Given data:
....
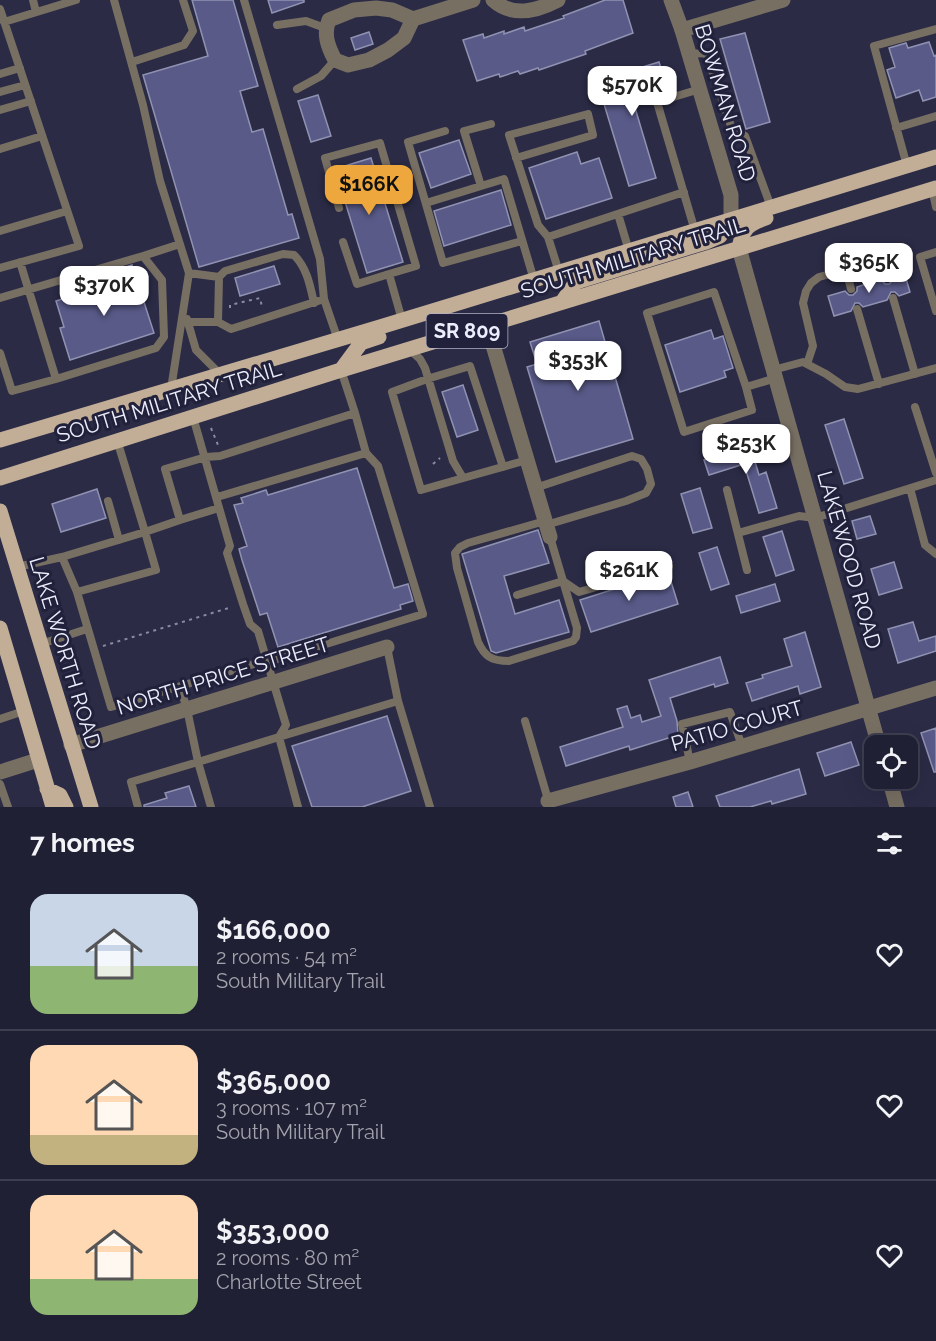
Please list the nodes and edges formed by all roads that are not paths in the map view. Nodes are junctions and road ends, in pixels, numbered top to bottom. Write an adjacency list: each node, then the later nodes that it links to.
1 (33, 0): 12 (lane)
2 (76, 0): 12 (lane)
3 (114, 0): 21 (lane)
4 (183, 0): 21 (lane)
5 (244, 0): 73 (lane)
6 (474, 0): 13 (street)
7 (493, 0): 8 (street)
8 (558, 0)
9 (671, 0): 18 (street, BOWMAN ROAD)
10 (783, 0): 18 (street)
11 (0, 9): 14 (lane)
12 (36, 12): 14 (lane)
13 (413, 19): 16 (street); 20 (street)
14 (4, 22): 22 (lane)
15 (277, 25): 16 (lane)
16 (326, 28): 20 (street)
17 (936, 29): 32 (lane)
18 (682, 30): 19 (street, BOWMAN ROAD)
19 (689, 54): 26 (street, BOWMAN ROAD); 44 (lane)
20 (335, 60): 25 (lane)
21 (132, 62): 55 (lane)
22 (20, 68): 23 (lane); 24 (lane)
23 (0, 74)
24 (25, 85): 27 (lane); 28 (lane)
25 (297, 89)
26 (699, 89): 42 (lane); 49 (street, BOWMAN ROAD)
27 (0, 92)
28 (31, 101): 29 (lane); 34 (lane)
29 (0, 110)
30 (936, 116): 32 (lane)
31 (491, 124): 40 (lane)
32 (896, 128): 38 (lane)
33 (445, 131): 43 (lane)
34 (42, 136): 35 (lane); 47 (lane)
35 (0, 149)
36 (936, 157): 38 (main road, SOUTH MILITARY TRAIL / SR 809)
37 (516, 158): 37 (lane); 52 (lane)
38 (907, 166): 39 (main road, SOUTH MILITARY TRAIL / SR 809)
39 (889, 171): 44 (main road, SOUTH MILITARY TRAIL / SR 809); 56 (main road)
40 (481, 186): 43 (lane); 53 (lane)
41 (934, 189): 45 (lane); 56 (main road, SOUTH MILITARY TRAIL / SR 809)
42 (684, 192): 48 (lane); 51 (lane)
43 (426, 203): 53 (lane)
44 (771, 207): 49 (main road, SOUTH MILITARY TRAIL / SR 809)
45 (936, 207)
46 (339, 208): 65 (lane)
47 (67, 211): 50 (lane); 60 (lane)
48 (618, 214): 52 (lane); 57 (lane)
49 (731, 220): 51 (main road, SOUTH MILITARY TRAIL / SR 809); 74 (main road)
50 (0, 231)
51 (695, 231): 57 (main road, SOUTH MILITARY TRAIL / SR 809)
52 (548, 237): 63 (lane)
53 (522, 241): 68 (lane)
54 (343, 242): 65 (lane)
55 (180, 244): 59 (lane); 64 (lane)
56 (739, 248): 74 (main road, SOUTH MILITARY TRAIL / SR 809); 89 (street, LAKEWOOD ROAD)
57 (629, 251): 63 (main road, SOUTH MILITARY TRAIL / SR 809)
58 (936, 252): 78 (lane)
59 (143, 256): 69 (lane); 92 (lane)
60 (20, 262): 61 (lane); 69 (lane)
61 (0, 268)
62 (846, 270): 67 (lane); 70 (lane); 86 (lane)
63 (559, 272): 68 (main road, SOUTH MILITARY TRAIL / SR 809)
64 (189, 273): 66 (lane); 76 (lane)
65 (389, 274): 79 (lane)
66 (219, 277): 75 (lane); 82 (lane)
67 (887, 278)
68 (534, 280): 79 (main road, SOUTH MILITARY TRAIL / SR 809); 88 (main road)
69 (28, 289): 71 (lane); 92 (lane)
70 (851, 289)
71 (0, 298)
72 (893, 298): 90 (lane)
73 (324, 299): 75 (lane); 83 (lane)
74 (562, 302): 81 (main road, SOUTH MILITARY TRAIL / SR 809)
75 (314, 303): 82 (lane)
76 (183, 309): 80 (lane); 96 (lane)
77 (857, 309): 94 (lane)
78 (936, 311)
79 (402, 320): 83 (main road, SOUTH MILITARY TRAIL / SR 809)
80 (188, 322): 82 (lane); 91 (lane)
81 (487, 325): 84 (main road, SOUTH MILITARY TRAIL / SR 809); 104 (street)
82 (225, 326)
83 (338, 340): 91 (main road, SOUTH MILITARY TRAIL / SR 809)
84 (409, 349): 88 (main road, SOUTH MILITARY TRAIL / SR 809); 93 (lane)
85 (0, 353): 92 (lane)
86 (807, 364): 89 (lane); 94 (lane)
87 (936, 368): 90 (lane)
88 (341, 370): 98 (lane); 99 (main road, SOUTH MILITARY TRAIL / SR 809)
89 (774, 374): 95 (lane); 117 (street, LAKEWOOD ROAD)
90 (915, 374): 94 (lane)
91 (220, 375): 96 (main road, SOUTH MILITARY TRAIL / SR 809)
92 (56, 379)
93 (427, 379): 105 (lane); 108 (lane); 108 (lane)
94 (879, 384)
95 (746, 387): 95 (lane)
96 (171, 389): 100 (main road, SOUTH MILITARY TRAIL / SR 809)
97 (915, 406): 106 (lane)
98 (355, 413): 102 (lane); 103 (lane)
99 (193, 417): 101 (main road, SOUTH MILITARY TRAIL / SR 809); 103 (lane)
100 (0, 440)
101 (117, 440): 107 (main road, SOUTH MILITARY TRAIL / SR 809); 120 (lane)
102 (366, 453): 113 (lane); 135 (lane)
103 (206, 457): 113 (lane); 118 (lane)
104 (527, 460): 105 (lane); 110 (street)
105 (503, 467): 108 (lane)
106 (936, 473)
107 (0, 478)
108 (463, 478)
109 (936, 480): 111 (lane)
110 (535, 488): 119 (street); 119 (lane)
111 (910, 488): 117 (lane); 123 (lane)
112 (727, 490): 121 (lane)
113 (217, 496): 115 (lane)
114 (108, 501): 122 (lane)
115 (219, 508): 118 (lane); 135 (lane)
116 (0, 511): 126 (main road, LAKE WORTH ROAD)
117 (815, 518): 121 (lane); 141 (street, LAKEWOOD ROAD)
118 (180, 520): 120 (lane)
119 (547, 527): 128 (lane); 128 (lane)
120 (145, 532): 122 (lane); 129 (lane)
121 (738, 533): 127 (lane)
122 (119, 540): 124 (lane)
123 (936, 554)
124 (62, 557): 126 (lane); 129 (lane)
125 (669, 566): 128 (lane)
126 (17, 567): 133 (main road, LAKE WORTH ROAD)
127 (747, 570)
128 (563, 581): 130 (lane)
129 (77, 592): 132 (lane)
130 (517, 595)
131 (0, 628): 142 (main road)
132 (87, 629): 133 (lane); 137 (lane)
133 (41, 644): 147 (main road, LAKE WORTH ROAD)
134 (387, 647): 136 (street, NORTH PRICE STREET); 139 (lane)
135 (268, 661): 136 (lane); 137 (lane)
136 (274, 682): 140 (street, NORTH PRICE STREET); 146 (lane)
137 (180, 687): 140 (lane)
138 (936, 688): 141 (street, PATIO COURT)
139 (398, 701): 146 (lane); 164 (lane)
140 (187, 709): 147 (street, NORTH PRICE STREET); 150 (lane)
141 (869, 709): 145 (street, LAKEWOOD ROAD); 148 (street, PATIO COURT)
142 (24, 711): 143 (lane); 149 (main road)
143 (0, 719)
144 (525, 721): 156 (lane)
145 (876, 735)
146 (279, 737): 150 (lane); 163 (lane)
147 (71, 745): 160 (main road, LAKE WORTH ROAD)
148 (742, 746): 151 (street, PATIO COURT); 151 (lane)
149 (38, 760): 152 (street); 154 (main road)
150 (198, 762): 161 (lane); 162 (lane)
151 (690, 762): 156 (street, PATIO COURT)
152 (0, 772)
153 (0, 784): 157 (lane)
154 (47, 789): 158 (main road); 159 (main road)
155 (892, 789): 165 (street)
156 (549, 804)
157 (8, 807)
158 (53, 807)
159 (66, 807)
160 (91, 807)
161 (138, 807)
162 (211, 807)
163 (298, 807)
164 (430, 807)
165 (897, 807)

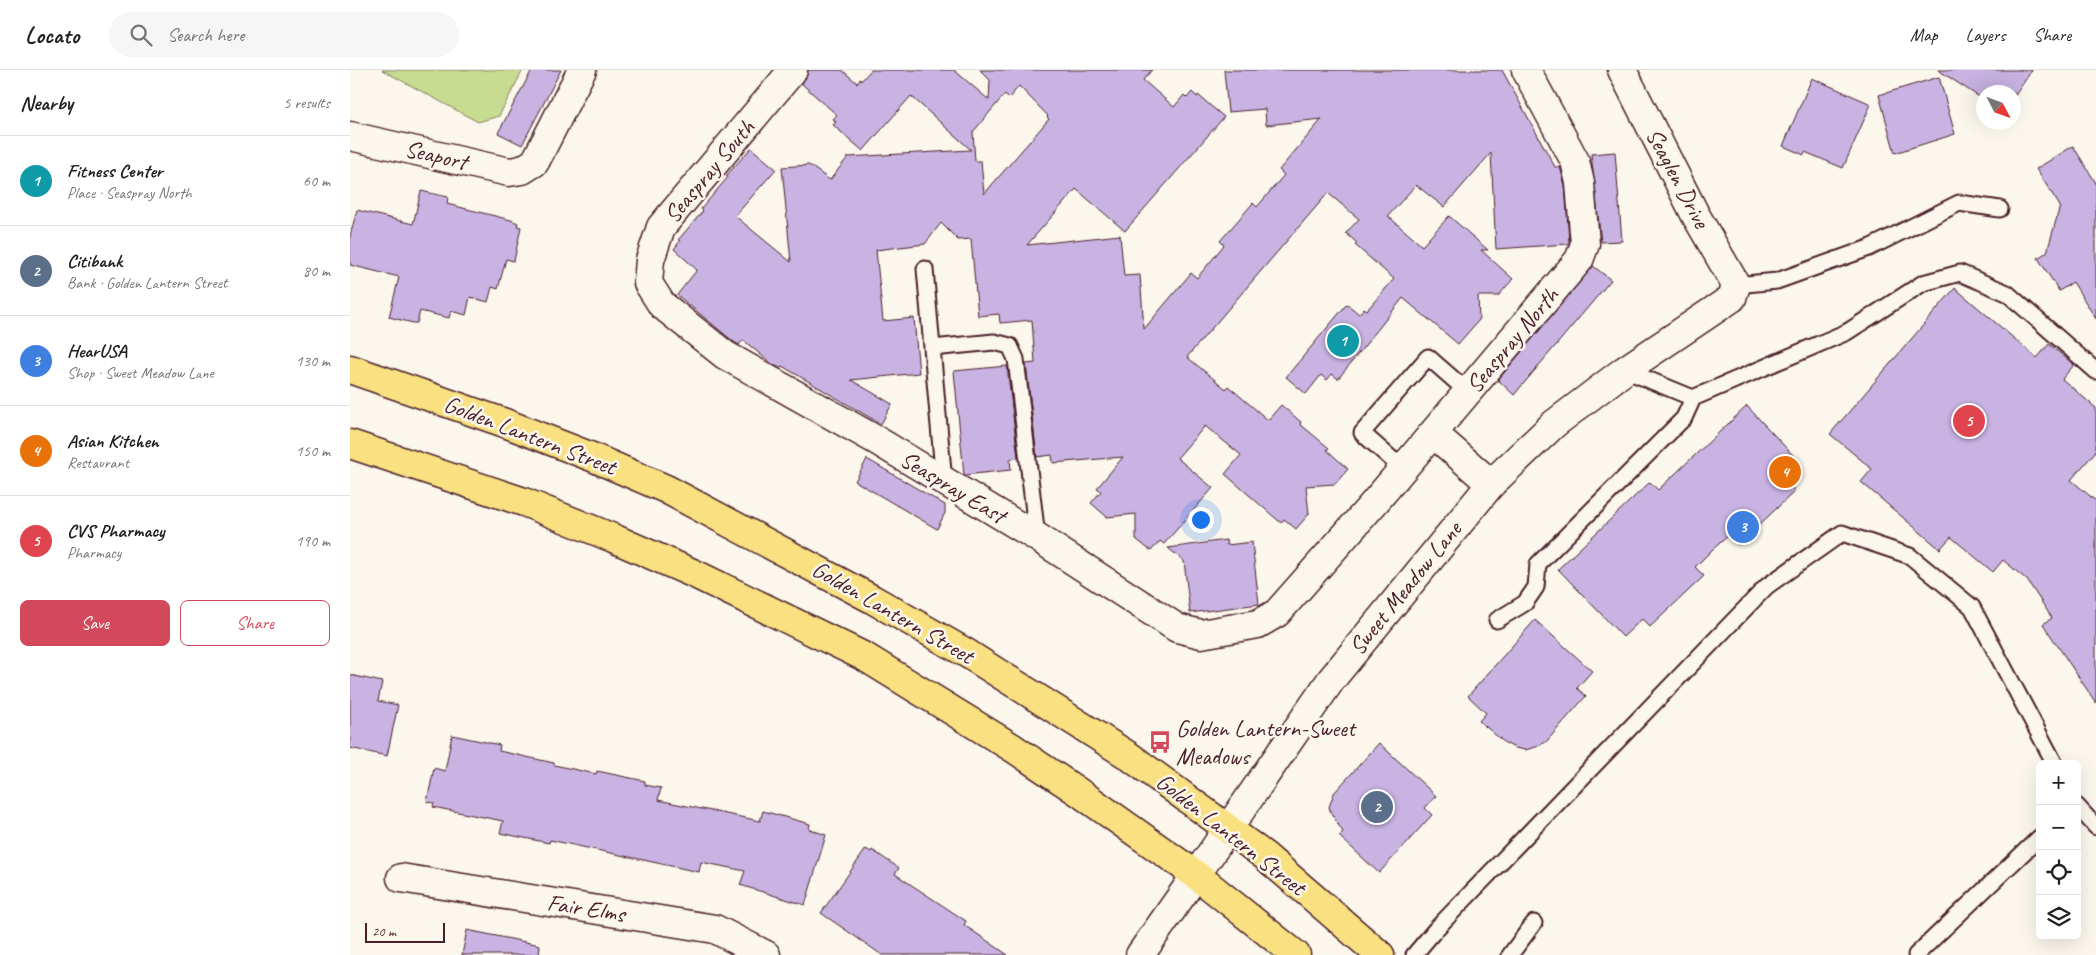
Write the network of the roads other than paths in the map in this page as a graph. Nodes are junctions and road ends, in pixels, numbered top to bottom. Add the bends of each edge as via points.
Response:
1 (582, 70) edge
2 (793, 70) edge
3 (1526, 70) edge
4 (1622, 70) edge
5 (350, 136) edge
6 (2000, 209) dead end
7 (925, 269) dead end
8 (648, 283) joint
9 (1736, 285) junction
10 (932, 348) junction
11 (350, 369) edge
12 (1624, 370) junction
13 (2096, 370) edge
14 (1468, 392) junction
15 (1693, 398) junction
16 (1432, 434) junction
17 (350, 444) edge
18 (1403, 468) junction
19 (944, 482) junction
20 (1491, 484) junction
21 (1036, 537) junction
22 (1278, 612) joint
23 (1497, 620) dead end
24 (2053, 760) edge
25 (2081, 810) edge
26 (2096, 827) edge
27 (1228, 828) junction
28 (2036, 841) edge
29 (1196, 875) junction
30 (401, 878) dead end
31 (1534, 923) dead end
32 (766, 955) edge
33 (1140, 955) edge
34 (1296, 955) edge
35 (1380, 955) edge
36 (1414, 955) edge
37 (1510, 955) edge
38 (1916, 955) edge

1 - 5 street, Seaport via 535,162 522,170 509,172
2 - 8 street, Seaspray South via 661,227 650,260
3 - 14 street, Seaspray North via 1575,161 1585,244 1580,260
4 - 9 street, Seaglen Drive via 1695,214
6 - 9 lane via 1959,203 1869,248 1777,281
7 - 10 lane
8 - 19 street, Seaspray East via 662,306 725,355
9 - 12 street, Sweet Meadow Lane via 1732,298
10 - 19 lane
10 - 21 lane via 994,342 1010,346 1016,359
11 - 27 main road, Golden Lantern Street via 592,456 772,544 968,654 1129,756
12 - 15 lane
12 - 20 street, Sweet Meadow Lane via 1554,424
13 - 15 lane via 2007,293 1960,273 1924,283 1847,332
14 - 16 street, Seaspray North
14 - 18 lane via 1428,357 1362,433
15 - 23 lane via 1684,418 1538,564 1536,587 1526,603
16 - 18 street, Seaspray North
16 - 20 street
17 - 29 main road via 524,502 613,538 697,575 865,658 1013,748
18 - 22 street, Seaspray North
19 - 21 street, Seaspray East
20 - 27 street, Sweet Meadow Lane via 1341,666
21 - 22 street, Seaspray East via 1177,628 1201,634 1258,624
24 - 36 lane via 1972,607 1910,556 1842,532 1767,586
25 - 26 lane
27 - 29 street, Sweet Meadow Lane
27 - 35 main road, Golden Lantern Street
28 - 38 lane
29 - 33 street, Sweet Meadow Lane
29 - 34 main road
30 - 32 street, Fair Elms via 715,929
31 - 37 lane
....
Goal of the exercise: Search the data for the string "WORTH". List each line that has it.

Reply to the exercise:
116 (0, 511): 126 (main road, LAKE WORTH ROAD)
126 (17, 567): 133 (main road, LAKE WORTH ROAD)
133 (41, 644): 147 (main road, LAKE WORTH ROAD)
147 (71, 745): 160 (main road, LAKE WORTH ROAD)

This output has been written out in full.